L’opera eredita gran parte della tradizione del romanzo gotico inglese – da “Il castello di Otranto” di Horace Walpole a “ Il dottor Jackyll e Mr. Hide” di Stevenson, e in particolare risente dell’influenza dei grandi narratori americani tra i quali spicca Edgar Allan Poe. Non a caso, infatti, alcuni dei temi fondamentali del romanzo di King si ritrovano, ad esempio, nel racconto “ La caduta della casa degli Usher”. Jack Torrance, il protagonista di “Shining”, come Roderick Usher si lascia progressivamente dominare da una logica assurda e spietata, che lo distruggerà. La narrazione ansiogena ci fa assistere alla trasformazione del personaggio che, nel tentativo di liberarsi definitivamente dalla dipendenza dall’alcol e di riprendere la sua attività di commediografo, accetta di trasferirsi in Colorado con la moglie Wendy e il figlioletto Danny, per rivestire il ruolo di custode di un albergo durante i rigidi mesi invernali. La solitudine e l’isolamento, invece di favorire la ripresa fisica e intellettuale di Jack e di giovare al rapporto ormai critico con la moglie, creano una situazione insostenibile e agiscono negativamente sulla psiche dei personaggi.

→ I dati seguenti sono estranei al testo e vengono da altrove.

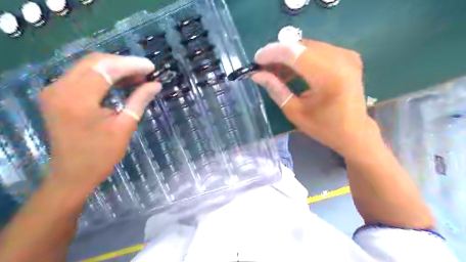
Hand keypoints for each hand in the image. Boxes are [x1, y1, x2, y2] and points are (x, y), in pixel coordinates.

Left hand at [42, 53, 162, 194]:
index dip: (131, 65)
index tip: (151, 67)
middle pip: (95, 62)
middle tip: (146, 71)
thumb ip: (139, 100)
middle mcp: (60, 88)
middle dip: (123, 63)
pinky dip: (103, 76)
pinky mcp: (57, 94)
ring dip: (114, 68)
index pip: (106, 69)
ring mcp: (55, 90)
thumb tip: (156, 84)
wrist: (73, 174)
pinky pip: (82, 76)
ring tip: (138, 76)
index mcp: (78, 99)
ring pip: (88, 66)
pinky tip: (121, 82)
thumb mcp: (125, 126)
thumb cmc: (102, 154)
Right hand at [252, 40, 373, 156]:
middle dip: (278, 53)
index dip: (272, 53)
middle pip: (300, 46)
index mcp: (329, 77)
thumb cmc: (324, 127)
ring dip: (287, 55)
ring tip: (274, 71)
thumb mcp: (295, 112)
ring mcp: (346, 55)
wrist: (354, 132)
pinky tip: (290, 70)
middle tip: (263, 67)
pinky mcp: (346, 56)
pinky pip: (316, 50)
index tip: (256, 60)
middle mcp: (341, 59)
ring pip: (307, 46)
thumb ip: (276, 90)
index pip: (295, 53)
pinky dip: (300, 57)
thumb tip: (257, 75)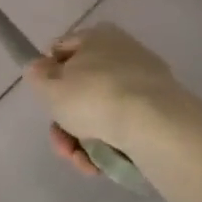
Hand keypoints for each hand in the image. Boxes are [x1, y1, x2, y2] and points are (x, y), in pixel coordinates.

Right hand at [23, 24, 183, 176]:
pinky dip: (110, 144)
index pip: (61, 50)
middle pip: (81, 88)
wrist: (156, 127)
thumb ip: (36, 75)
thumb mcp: (48, 86)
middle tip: (61, 144)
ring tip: (82, 163)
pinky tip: (101, 165)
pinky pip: (126, 126)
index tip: (45, 100)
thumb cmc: (93, 97)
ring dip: (83, 140)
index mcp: (97, 37)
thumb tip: (39, 68)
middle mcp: (123, 54)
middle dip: (65, 122)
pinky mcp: (164, 113)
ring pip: (101, 112)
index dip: (47, 76)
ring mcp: (146, 84)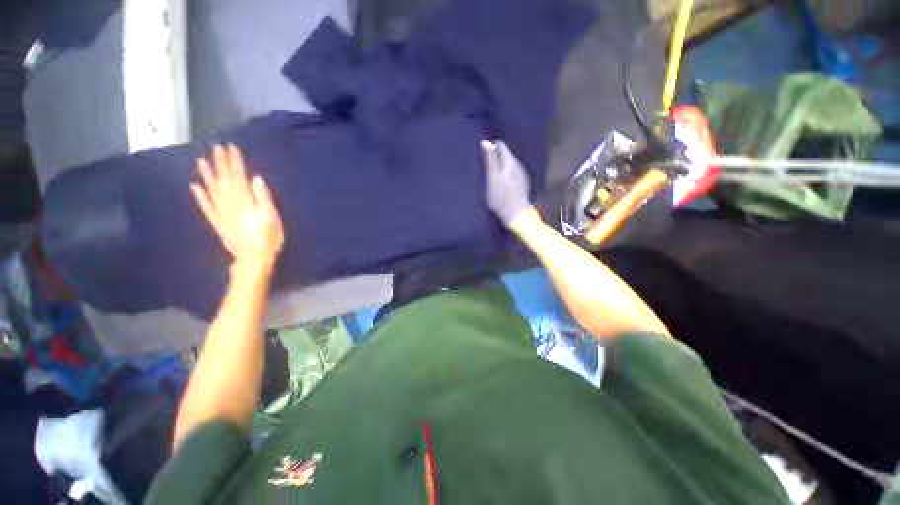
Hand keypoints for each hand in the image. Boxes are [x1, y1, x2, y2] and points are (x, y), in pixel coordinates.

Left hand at [191, 144, 284, 274]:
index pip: (238, 177)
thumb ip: (263, 198)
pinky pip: (206, 207)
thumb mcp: (272, 218)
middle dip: (220, 164)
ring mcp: (221, 213)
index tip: (231, 148)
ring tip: (202, 161)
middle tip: (216, 148)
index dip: (234, 163)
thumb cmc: (268, 239)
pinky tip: (195, 187)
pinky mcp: (217, 222)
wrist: (253, 259)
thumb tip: (256, 179)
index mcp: (244, 202)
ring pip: (212, 190)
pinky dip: (200, 196)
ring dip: (207, 175)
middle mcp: (229, 204)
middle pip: (224, 180)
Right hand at [480, 140, 530, 225]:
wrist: (516, 214)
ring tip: (492, 172)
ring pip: (510, 164)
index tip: (482, 153)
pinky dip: (506, 173)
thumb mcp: (492, 178)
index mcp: (510, 161)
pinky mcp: (522, 184)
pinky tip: (501, 181)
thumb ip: (490, 160)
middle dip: (496, 156)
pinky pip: (513, 173)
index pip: (501, 145)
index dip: (491, 147)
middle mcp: (518, 164)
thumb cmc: (501, 197)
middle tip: (485, 163)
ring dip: (501, 165)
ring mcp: (522, 175)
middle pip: (506, 154)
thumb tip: (486, 142)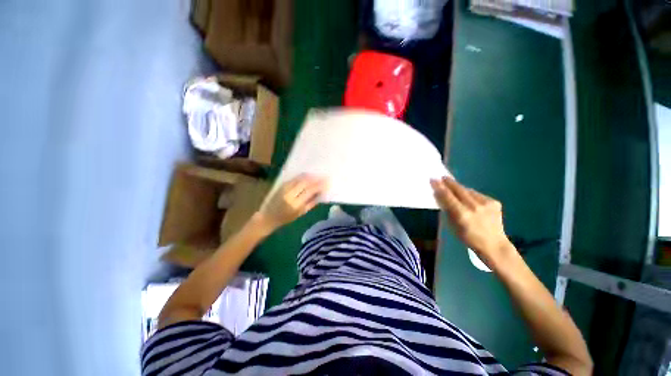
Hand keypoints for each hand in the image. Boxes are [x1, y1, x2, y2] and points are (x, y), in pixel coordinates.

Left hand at [256, 174, 327, 231]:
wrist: (268, 216)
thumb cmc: (286, 218)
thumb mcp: (300, 213)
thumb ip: (311, 203)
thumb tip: (321, 194)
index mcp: (295, 204)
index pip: (310, 191)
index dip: (319, 186)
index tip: (327, 183)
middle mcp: (290, 194)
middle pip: (305, 182)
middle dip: (316, 179)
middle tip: (324, 177)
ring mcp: (285, 188)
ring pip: (300, 178)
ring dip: (310, 176)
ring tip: (318, 175)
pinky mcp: (281, 184)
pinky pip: (295, 178)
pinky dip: (303, 176)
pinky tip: (308, 176)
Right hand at [430, 177, 512, 267]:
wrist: (494, 245)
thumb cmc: (468, 238)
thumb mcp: (453, 226)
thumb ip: (446, 209)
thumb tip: (438, 195)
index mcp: (462, 214)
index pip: (448, 196)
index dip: (439, 187)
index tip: (433, 179)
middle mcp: (474, 206)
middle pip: (459, 190)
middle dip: (449, 183)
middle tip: (442, 177)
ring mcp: (486, 203)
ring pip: (468, 191)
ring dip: (459, 188)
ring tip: (453, 186)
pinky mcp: (494, 202)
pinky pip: (477, 194)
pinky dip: (470, 194)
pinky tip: (468, 197)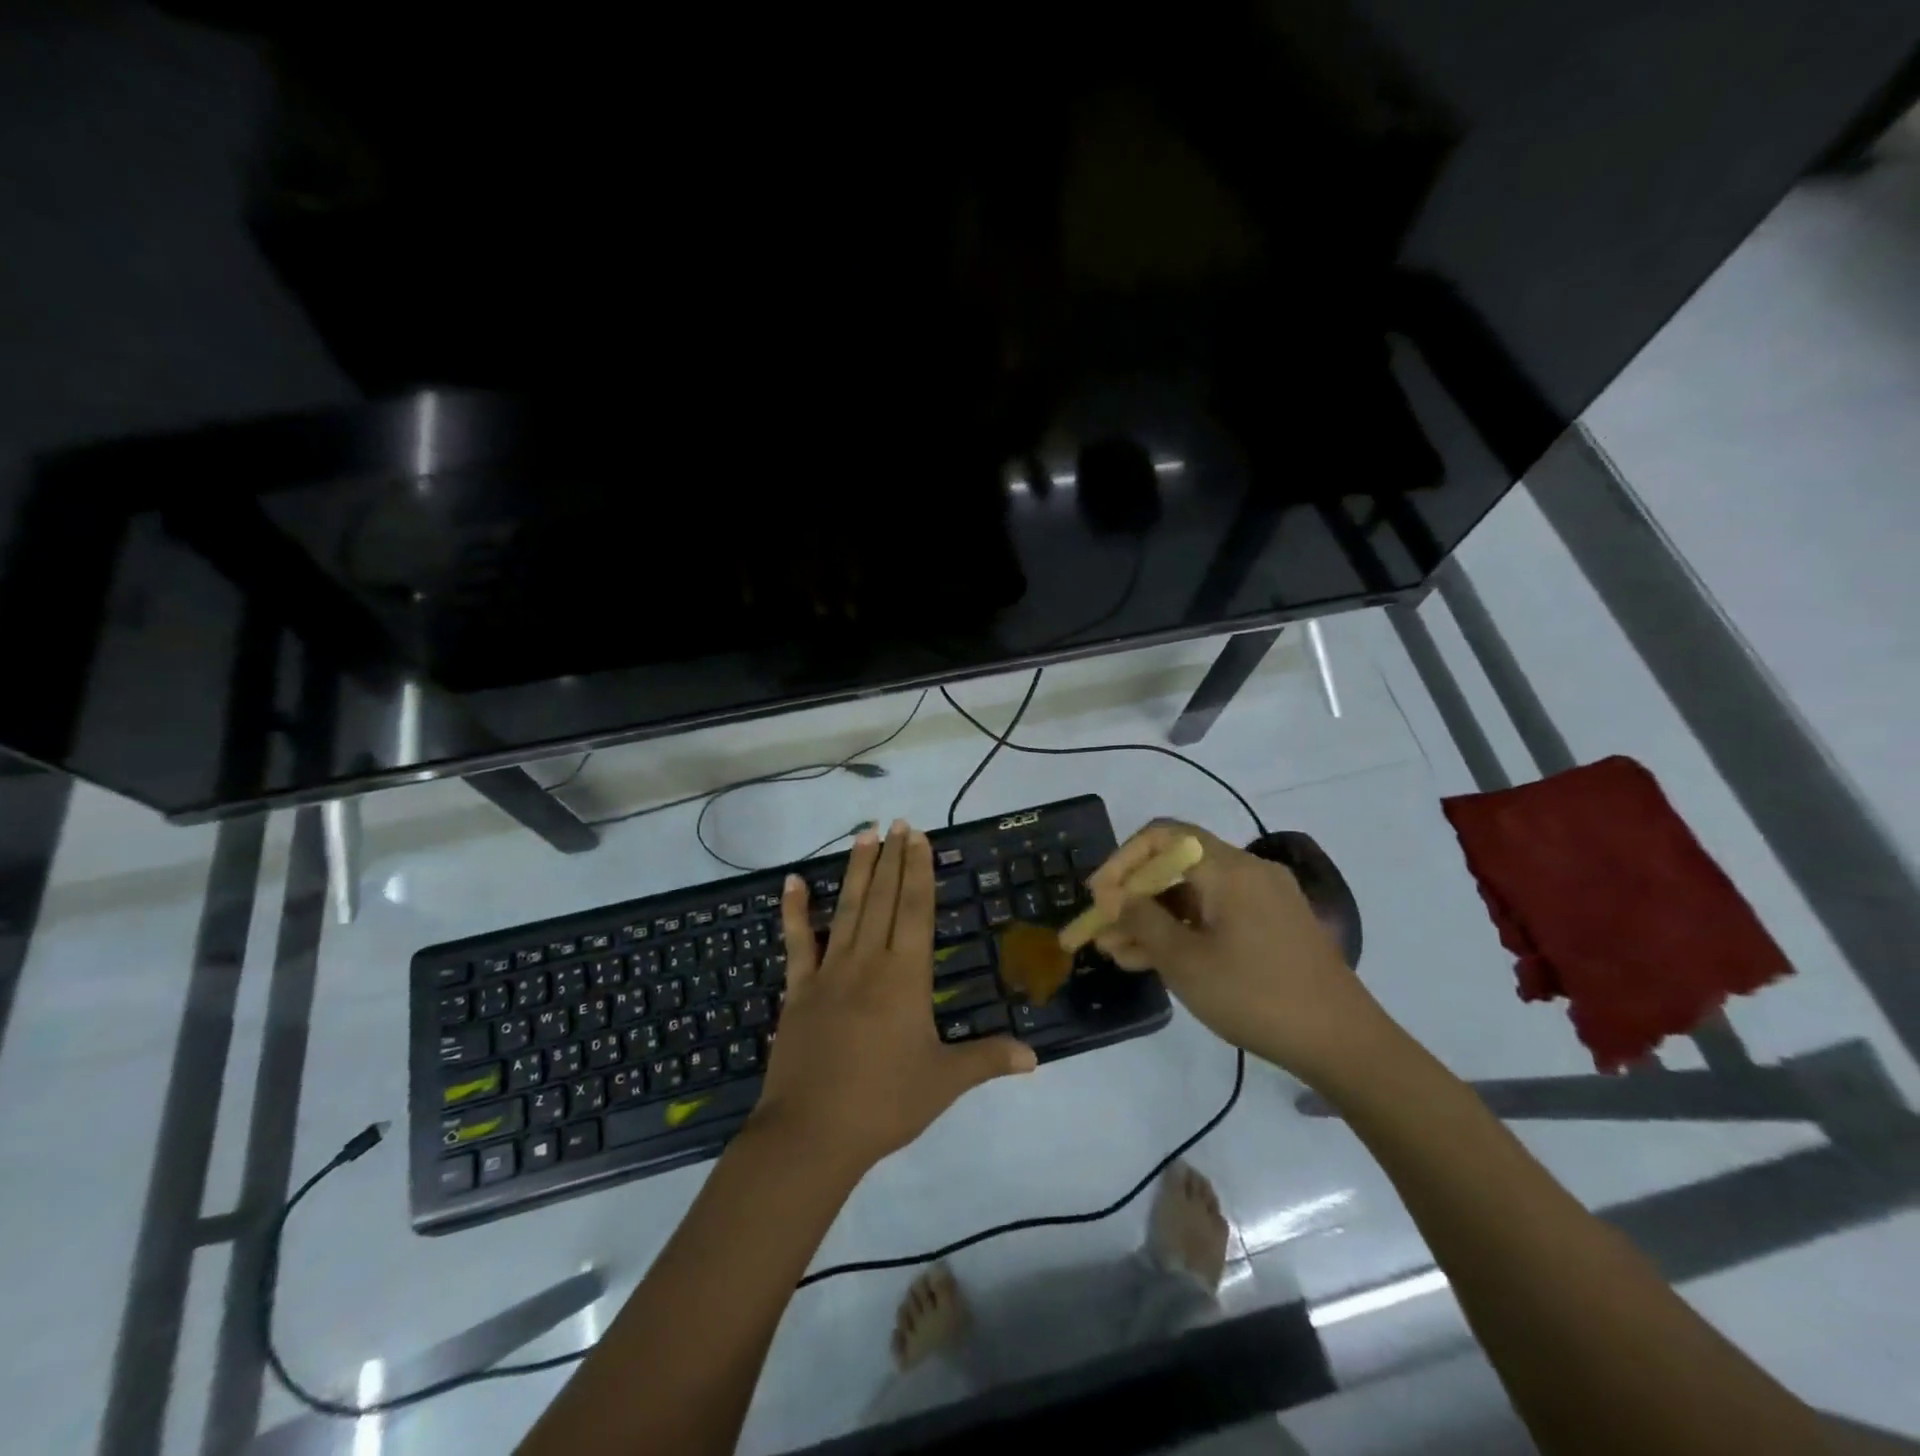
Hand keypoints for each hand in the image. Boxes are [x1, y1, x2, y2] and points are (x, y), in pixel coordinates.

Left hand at [755, 819, 1037, 1173]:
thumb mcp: (944, 1082)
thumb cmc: (885, 1103)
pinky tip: (792, 882)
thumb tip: (1035, 1058)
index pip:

"Shining", Jack Nicholson e i volti della paura

Ci troviamo di fronte all’eterna lotta tra il bene e il male, a quella scissione della personalità che è stata alla base degli studi psicanalitici e che aveva già ispirato l’opera di Steveson. Il dualismo dei personaggi è tipico nei romanzi del genere horror e noir. Anche in Shining il piccolo Danny dialoga con il suo alter ego Tony, mentre Jack viene gradualmente posseduto dall’effetto malefico della casa. Egli “diventa” la casa stessa. Ciò rientra certamente nella tradizione del simbolismo americano da Hawthorne a Melville. Le allucinazioni, le visioni che perseguitano i personaggi, creano incertezza nel lettore che si interroga sulla dicotomia tra realtà e apparenza.

Il tema della morte è fondamentale. Più della morte, però, i personaggi sembrano aver paura dell’ignoto, del vuoto e del nulla. Anche la natura, pur nella sua bellezza, con le spettacolari montagne del Colorado, si mostra ostile. Danny, dotato di “shine”, quell’aura che gli permette di vedere cose avvenute nel passato e di prevedere quelle del futuro, si vede perseguitato dalle siepi a forma di animali, come vuole l’arte  topiaria. Non si tratta dunque di una natura benigna, bensì di una natura dotata di poteri sconosciuti e in certo modo soprannaturali.

Il male infine può essere debellato solo con la distruzione definitiva delle persone e delle cose di cui si è impossessato, proprio come avviene nel finale de “La casa degli Usher”di Poe. La personalità sdoppiata può ricomporsi solo rientrando nel silenzio dell’eternità.

Il film di Kubrik, con l’ottima interpretazione di Jack Nicholson, é in parte semplificato rispetto al testo. La personalità di Jack mostra sin  dall’inizio un notevole disagio psichico. Il suo rapporto con la moglie appare assai più critico di quanto sia descritto nel libro. Il personaggio di  Hallorann, il cuoco di colore dell’albergo, che nel romanzo giunge in soccorso di Danny, al quale è legato per la capacità che hanno entrambi di captare le onde che possono metterli in comunicazione pure a miglia e miglia di distanza, è meno approfondita rispetto al romanzo. Nei suoi confronti – nel film – si coglie un certo atteggiamento discriminante che mette l’accento sull’eterno irrisolto problema razziale. Kubrik si è soffermato molto sugli interni dell’albergo, creando un’atmosfera claustrofobica negli ambienti lussuosamente arredati. Manca totalmente il rapporto uomo-natura, così importante nel romanzo. Anche la fine differisce dal libro: il regista infatti si è concentrato più sull’aspetto umano, mettendo l’accento sui mostri che possono essere generati dalla psiche. King, invece, vede l’uomo in stretta relazione con la natura e con le cose.
Sia il libro sia il film, in ultima analisi, pur rivolgendosi a un largo pubblico senza distinzione di classe o di cultura, propongono profondi quesiti filosofici sulla natura umana e sulla sua essenza.